Starbucks' latest quarterly results offered a mixed picture that helps explain the divergent analyst responses. For the first quarter of fiscal 2026, the company reported revenue of $9.9 billion, topping an anticipated $9.62 billion. At the same time, earnings per share were $0.56, short of the $0.59 forecast and representing an 18% decline from the prior year.
Evercore ISI continued to hold a more favorable stance, maintaining an Outperform rating on the stock with a $105 price target. Evercore noted that Starbucks' reported EPS exceeded the firm's own estimate of $0.51. Meanwhile, Starbucks' consolidated operating margin was recorded at 10.1%, down 180 basis points compared with the year-ago period.

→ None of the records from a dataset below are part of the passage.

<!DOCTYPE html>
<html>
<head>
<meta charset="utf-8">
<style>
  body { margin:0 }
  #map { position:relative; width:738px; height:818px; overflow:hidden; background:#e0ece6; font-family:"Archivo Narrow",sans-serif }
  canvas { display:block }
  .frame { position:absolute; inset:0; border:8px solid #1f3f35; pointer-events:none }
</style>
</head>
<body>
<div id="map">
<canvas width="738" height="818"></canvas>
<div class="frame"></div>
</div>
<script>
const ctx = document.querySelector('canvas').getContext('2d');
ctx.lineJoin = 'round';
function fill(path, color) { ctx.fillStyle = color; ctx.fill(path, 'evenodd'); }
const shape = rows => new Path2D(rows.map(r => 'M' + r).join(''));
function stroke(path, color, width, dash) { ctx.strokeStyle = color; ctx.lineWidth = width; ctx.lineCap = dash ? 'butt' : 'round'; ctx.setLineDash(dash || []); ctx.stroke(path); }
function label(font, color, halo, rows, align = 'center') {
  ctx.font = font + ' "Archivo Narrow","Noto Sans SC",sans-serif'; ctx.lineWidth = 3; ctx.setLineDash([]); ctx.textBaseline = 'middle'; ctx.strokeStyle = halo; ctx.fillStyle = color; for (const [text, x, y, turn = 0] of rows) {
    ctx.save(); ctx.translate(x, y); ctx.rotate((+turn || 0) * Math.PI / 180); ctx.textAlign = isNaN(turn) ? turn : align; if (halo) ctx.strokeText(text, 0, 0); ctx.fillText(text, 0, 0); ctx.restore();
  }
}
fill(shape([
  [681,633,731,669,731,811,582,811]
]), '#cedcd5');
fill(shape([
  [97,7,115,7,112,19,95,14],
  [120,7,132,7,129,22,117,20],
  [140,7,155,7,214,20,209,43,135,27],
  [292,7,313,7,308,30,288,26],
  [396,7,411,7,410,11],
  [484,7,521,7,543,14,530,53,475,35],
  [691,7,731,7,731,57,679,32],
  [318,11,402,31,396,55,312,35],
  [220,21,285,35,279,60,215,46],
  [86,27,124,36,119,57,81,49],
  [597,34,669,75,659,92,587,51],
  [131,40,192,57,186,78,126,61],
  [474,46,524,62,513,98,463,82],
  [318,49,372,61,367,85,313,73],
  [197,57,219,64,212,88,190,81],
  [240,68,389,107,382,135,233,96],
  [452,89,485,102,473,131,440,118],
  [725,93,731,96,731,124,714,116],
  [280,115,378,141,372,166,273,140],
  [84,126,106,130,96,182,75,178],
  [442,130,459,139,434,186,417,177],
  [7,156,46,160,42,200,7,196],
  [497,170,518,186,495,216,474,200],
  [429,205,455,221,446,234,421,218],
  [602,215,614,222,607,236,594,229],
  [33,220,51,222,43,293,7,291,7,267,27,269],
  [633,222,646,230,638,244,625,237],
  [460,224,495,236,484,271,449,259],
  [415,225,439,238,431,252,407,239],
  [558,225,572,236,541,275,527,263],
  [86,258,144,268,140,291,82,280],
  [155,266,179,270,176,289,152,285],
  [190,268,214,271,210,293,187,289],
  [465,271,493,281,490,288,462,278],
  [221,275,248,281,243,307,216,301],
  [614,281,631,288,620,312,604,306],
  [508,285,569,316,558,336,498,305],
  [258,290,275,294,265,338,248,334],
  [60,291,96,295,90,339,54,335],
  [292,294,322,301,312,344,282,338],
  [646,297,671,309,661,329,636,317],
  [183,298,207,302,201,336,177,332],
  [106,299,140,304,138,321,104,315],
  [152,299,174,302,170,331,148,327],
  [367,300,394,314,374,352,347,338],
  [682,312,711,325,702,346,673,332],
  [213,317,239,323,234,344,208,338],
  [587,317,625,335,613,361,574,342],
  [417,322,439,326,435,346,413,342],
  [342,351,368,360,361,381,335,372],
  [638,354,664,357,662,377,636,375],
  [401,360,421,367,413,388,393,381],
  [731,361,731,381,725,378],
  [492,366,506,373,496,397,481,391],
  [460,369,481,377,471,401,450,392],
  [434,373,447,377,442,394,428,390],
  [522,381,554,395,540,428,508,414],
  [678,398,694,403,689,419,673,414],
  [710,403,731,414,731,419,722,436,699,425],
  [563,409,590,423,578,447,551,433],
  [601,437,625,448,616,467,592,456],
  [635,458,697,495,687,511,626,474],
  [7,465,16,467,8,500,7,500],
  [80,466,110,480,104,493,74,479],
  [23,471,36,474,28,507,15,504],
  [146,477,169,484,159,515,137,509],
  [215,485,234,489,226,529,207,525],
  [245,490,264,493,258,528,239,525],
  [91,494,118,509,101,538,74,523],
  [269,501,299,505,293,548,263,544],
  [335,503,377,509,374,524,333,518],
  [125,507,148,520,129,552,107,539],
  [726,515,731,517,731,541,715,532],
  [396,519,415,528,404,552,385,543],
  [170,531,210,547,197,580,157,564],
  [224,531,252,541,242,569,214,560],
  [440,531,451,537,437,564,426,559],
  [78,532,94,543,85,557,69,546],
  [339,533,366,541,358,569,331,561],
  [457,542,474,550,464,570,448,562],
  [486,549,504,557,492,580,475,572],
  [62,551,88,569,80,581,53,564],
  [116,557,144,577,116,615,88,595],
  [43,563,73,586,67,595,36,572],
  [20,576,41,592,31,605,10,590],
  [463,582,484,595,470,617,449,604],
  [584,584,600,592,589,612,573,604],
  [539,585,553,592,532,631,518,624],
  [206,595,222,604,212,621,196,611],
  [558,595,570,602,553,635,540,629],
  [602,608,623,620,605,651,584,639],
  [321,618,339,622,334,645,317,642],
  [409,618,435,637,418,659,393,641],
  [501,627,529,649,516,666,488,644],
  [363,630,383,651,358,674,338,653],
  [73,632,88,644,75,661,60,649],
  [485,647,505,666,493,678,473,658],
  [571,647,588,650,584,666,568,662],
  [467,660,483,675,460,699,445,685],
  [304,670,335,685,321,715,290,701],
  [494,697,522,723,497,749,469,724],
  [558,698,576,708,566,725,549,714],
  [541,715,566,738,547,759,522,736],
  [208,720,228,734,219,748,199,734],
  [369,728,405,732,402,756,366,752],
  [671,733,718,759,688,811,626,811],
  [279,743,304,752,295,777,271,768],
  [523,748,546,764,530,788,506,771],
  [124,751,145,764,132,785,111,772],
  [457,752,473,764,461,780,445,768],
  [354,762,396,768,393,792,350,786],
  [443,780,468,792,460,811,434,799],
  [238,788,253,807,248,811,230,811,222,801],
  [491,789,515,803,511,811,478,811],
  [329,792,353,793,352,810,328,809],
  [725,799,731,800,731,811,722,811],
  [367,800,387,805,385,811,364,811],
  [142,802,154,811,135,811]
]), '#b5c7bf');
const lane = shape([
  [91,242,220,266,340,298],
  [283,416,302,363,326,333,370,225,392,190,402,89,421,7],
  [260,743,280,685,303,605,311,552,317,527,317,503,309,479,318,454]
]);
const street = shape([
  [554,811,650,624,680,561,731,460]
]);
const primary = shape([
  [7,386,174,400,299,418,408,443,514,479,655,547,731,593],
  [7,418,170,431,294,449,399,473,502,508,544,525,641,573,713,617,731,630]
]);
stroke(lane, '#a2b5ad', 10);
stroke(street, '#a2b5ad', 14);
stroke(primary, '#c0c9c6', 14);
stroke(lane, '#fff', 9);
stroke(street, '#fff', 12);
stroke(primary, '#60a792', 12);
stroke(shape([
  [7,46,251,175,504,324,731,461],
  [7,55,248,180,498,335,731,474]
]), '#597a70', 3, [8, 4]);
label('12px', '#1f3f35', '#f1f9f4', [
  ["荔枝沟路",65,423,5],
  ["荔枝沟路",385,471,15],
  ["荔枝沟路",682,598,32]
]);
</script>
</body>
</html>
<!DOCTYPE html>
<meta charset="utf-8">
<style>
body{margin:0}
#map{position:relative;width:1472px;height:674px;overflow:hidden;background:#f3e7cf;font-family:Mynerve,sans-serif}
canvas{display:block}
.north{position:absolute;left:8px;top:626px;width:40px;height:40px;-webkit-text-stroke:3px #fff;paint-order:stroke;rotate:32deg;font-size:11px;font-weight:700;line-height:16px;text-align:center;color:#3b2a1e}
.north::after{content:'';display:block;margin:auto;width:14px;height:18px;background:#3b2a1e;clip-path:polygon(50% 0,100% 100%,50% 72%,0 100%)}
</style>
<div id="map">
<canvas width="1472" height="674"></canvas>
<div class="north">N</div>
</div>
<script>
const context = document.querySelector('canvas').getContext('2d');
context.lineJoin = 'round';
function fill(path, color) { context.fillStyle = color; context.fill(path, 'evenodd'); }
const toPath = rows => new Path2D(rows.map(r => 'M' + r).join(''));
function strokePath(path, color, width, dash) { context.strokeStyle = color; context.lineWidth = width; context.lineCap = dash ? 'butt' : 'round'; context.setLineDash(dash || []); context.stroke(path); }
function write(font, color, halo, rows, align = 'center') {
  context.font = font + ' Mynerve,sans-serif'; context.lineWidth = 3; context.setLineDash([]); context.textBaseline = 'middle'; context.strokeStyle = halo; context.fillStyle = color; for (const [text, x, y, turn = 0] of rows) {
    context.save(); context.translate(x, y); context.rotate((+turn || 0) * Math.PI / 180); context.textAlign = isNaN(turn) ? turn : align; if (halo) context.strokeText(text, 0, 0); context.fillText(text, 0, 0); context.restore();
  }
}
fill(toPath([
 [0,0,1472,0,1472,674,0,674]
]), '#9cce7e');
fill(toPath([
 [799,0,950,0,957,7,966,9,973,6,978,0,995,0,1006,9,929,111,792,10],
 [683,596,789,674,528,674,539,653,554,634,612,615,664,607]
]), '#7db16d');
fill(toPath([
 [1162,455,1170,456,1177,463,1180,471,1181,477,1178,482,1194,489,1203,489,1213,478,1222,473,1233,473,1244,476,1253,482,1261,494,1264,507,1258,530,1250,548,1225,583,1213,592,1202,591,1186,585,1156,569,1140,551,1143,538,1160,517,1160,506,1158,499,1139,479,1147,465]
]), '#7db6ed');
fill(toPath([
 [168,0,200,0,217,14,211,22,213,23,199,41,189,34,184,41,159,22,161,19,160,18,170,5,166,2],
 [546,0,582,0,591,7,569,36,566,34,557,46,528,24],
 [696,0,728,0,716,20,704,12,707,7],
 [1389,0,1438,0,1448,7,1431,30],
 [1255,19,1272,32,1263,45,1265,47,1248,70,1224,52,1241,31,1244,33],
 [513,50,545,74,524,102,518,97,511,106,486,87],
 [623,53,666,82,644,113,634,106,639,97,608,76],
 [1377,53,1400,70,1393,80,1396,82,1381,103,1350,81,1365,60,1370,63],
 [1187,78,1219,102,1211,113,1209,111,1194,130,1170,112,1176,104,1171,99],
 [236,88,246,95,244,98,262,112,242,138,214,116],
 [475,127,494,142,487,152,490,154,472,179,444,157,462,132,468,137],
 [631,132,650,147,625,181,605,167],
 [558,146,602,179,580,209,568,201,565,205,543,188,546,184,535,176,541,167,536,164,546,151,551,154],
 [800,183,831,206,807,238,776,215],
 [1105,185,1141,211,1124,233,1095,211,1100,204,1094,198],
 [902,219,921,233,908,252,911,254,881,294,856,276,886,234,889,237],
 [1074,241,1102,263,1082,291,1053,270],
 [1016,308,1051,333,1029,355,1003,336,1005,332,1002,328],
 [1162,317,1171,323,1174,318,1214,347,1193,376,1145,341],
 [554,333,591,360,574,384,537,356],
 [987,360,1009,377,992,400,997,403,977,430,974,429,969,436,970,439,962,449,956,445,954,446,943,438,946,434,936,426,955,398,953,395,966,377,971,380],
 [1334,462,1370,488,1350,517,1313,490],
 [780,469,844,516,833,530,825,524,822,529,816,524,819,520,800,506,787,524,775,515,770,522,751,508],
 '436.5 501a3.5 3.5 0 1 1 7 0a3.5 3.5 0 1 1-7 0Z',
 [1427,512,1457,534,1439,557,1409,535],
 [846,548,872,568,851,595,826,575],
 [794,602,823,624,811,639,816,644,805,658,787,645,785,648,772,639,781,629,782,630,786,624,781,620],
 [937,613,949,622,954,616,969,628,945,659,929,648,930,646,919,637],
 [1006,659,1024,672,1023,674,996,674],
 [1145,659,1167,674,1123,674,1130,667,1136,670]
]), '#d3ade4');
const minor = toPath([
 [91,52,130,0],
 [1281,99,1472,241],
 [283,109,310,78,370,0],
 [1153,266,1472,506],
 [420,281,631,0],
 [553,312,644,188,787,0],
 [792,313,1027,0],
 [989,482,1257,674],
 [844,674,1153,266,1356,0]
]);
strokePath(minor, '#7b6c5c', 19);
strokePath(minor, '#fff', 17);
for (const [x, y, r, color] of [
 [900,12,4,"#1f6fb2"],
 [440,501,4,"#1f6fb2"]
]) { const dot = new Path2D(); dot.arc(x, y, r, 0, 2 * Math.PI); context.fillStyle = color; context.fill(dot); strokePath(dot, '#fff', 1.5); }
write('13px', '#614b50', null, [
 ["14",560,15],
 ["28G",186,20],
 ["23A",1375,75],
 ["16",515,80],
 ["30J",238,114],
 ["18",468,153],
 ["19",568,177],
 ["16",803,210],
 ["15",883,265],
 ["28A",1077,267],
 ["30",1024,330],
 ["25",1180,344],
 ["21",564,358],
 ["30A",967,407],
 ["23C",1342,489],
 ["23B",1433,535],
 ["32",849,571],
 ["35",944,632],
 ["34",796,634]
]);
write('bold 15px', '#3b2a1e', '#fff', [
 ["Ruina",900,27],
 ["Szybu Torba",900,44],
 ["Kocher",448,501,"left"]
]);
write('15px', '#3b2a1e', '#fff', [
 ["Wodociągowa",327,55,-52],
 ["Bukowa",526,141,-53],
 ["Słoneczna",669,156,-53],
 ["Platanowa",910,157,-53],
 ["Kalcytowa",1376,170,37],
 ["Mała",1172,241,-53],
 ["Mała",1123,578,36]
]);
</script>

These juxtaposed data points and analyst reactions underscore the nuanced market debate over how sustainable recent revenue gains are, and how margin pressures and lower-than-expected unit growth could shape earnings in the coming fiscal years.
Summary of the situation:
- Jefferies raised its price target to $86 while retaining an Underperform rating.
- Company trading metrics include a $95.12 share price, $109.05 billion market capitalization and a 59.05 P/E ratio per InvestingPro data.
- Fiscal 2026 guidance calls for 3%+ comparable sales growth; InvestingPro forecasts 3% revenue growth and analysts expect $2.33 in EPS for fiscal 2026.